Oil has fallen below US$80 per barrel, and gas prices have been dropping in major cities across Canada and the U.S.
But B.C. drivers still pay some of the highest prices in the country. Gas prices in Vancouver are in the $1.27 per litre range, according to various gas tracking websites, while just across the border in Blaine, Washington, prices are $0.9290 per litre, according to tomorrowsgaspricetoday.com.
Gas prices in Toronto, meanwhile, are at about $1.14 per litre, and $1.06 per litre in Calgary.
B.C. is the only province in Canada with a carbon tax, which adds about $0.07 per litre to the price at the pumps. That still does not explain why gas prices in Vancouver have actually moved up while they moved down elsewhere.
The price of oil does have a direct impact on gas prices, said Ken Green, senior director of the Fraser Institute's Centre for Natural Resources, although he adds there are other factors involved, such as taxation levels, refining capacity and transportation costs.
The Chevron refinery in Burnaby supplies about 25-30% of the Lower Mainland’s gas and diesel. The Trans Mountain pipeline supplies some of the refinery’s oil, but nowhere near what it needs, so it also has to bring in oil, mostly by truck, from Alberta and Manitoba.
And it’s not clear whether Chevron will get access to more crude from Alberta after Kinder Morgan Inc. (NYSE:KMI) expands the Trans Mountain pipeline, because most of that oil would be destined for refineries in the U.S. and Asia, not B.C.
Kenneth Green, senior director of the Fraser Institute's Centre for Natural Resources, said pricing at pumps is determined by a wide range of factors, so it is hard to say just how much of Vancouver’s high prices are related to supply issues or taxes.
“It could be a matter of very high demand in Vancouver for limited supply, because the refinery may be at capacity,” he said. “It could be higher labour costs in the supply chain in Vancouver that would lead to the prices staying higher.”
Though comparatively high, Vancouver’s gas prices aren’t the highest in B.C. Fort Nelson residents, for example, are paying $1.39 per litre, according to bcgasprices.com.
Although Alberta’s wealth of oil may not translate directly into savings at the pumps for British Columbians, overall it is important to the Canadian economy. And according to a new Fraser Institute survey, Alberta has one of the best investment climates for oil and gas companies in the world.

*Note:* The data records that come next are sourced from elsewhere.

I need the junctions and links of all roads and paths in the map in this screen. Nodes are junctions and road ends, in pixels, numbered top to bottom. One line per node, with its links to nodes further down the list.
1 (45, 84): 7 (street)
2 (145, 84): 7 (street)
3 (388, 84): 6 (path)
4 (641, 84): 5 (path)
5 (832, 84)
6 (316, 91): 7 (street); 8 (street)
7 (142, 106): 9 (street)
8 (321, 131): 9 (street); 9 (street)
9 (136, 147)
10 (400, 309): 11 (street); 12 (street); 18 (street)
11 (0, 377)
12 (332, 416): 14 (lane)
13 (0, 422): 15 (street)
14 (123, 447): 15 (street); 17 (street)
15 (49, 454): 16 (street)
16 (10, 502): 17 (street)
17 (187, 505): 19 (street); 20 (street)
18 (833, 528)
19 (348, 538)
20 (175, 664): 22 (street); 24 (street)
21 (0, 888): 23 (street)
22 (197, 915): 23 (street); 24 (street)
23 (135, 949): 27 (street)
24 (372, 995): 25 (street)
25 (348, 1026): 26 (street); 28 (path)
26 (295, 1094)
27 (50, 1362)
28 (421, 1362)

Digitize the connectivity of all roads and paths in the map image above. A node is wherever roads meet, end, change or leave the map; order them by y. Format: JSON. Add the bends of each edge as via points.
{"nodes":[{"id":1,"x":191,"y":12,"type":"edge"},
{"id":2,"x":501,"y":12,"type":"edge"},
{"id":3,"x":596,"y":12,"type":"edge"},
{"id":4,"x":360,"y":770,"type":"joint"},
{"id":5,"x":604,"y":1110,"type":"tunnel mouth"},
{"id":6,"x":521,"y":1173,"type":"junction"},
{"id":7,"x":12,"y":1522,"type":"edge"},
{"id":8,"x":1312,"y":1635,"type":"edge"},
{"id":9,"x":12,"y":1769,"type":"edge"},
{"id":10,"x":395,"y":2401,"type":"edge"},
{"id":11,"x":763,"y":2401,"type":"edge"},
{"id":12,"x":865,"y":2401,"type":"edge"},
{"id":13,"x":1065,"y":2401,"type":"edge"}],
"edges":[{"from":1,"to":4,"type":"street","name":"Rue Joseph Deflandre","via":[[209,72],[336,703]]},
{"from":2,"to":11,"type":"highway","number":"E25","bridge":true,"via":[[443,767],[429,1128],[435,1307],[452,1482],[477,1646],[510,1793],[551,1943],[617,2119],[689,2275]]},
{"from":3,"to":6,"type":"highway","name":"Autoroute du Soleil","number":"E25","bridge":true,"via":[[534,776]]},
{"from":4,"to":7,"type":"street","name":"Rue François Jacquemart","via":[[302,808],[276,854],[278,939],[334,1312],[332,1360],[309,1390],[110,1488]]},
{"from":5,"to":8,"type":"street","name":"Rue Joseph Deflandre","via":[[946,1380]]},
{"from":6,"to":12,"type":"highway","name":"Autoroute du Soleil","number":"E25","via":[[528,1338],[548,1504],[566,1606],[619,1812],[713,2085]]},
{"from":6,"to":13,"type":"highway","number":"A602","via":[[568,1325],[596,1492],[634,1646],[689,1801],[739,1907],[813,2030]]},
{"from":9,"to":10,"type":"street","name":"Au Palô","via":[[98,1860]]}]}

Of the world’s 27 jurisdictions with large petroleum reserves that the Fraser Institute surveyed for its Global Petroleum Survey, Alberta ranked second, just behind Texas, as the most attractive investment climate for oil. The others ranking in the top five, in descending order, were Norway’s North Sea, the United Arab Emirates and Qatar.
"Alberta's wealth of petroleum reserves continue to attract investment, which creates jobs for scores of Canadians," said Green said.
B.C. has little conventional oil, but it does have large gas reserves. But despite a boom in shale gas development in B.C., driven largely by a nascent liquefied natural gas industry, the Fraser Institute has downgraded its rankings among smaller oil and gas producing jurisdiction – to 62nd place out of 156, down from 47th place in 2013.
"Once again, taxes and regulatory uncertainty drive British Columbia's relatively poor standing in the eyes of oil and gas investors," Green said.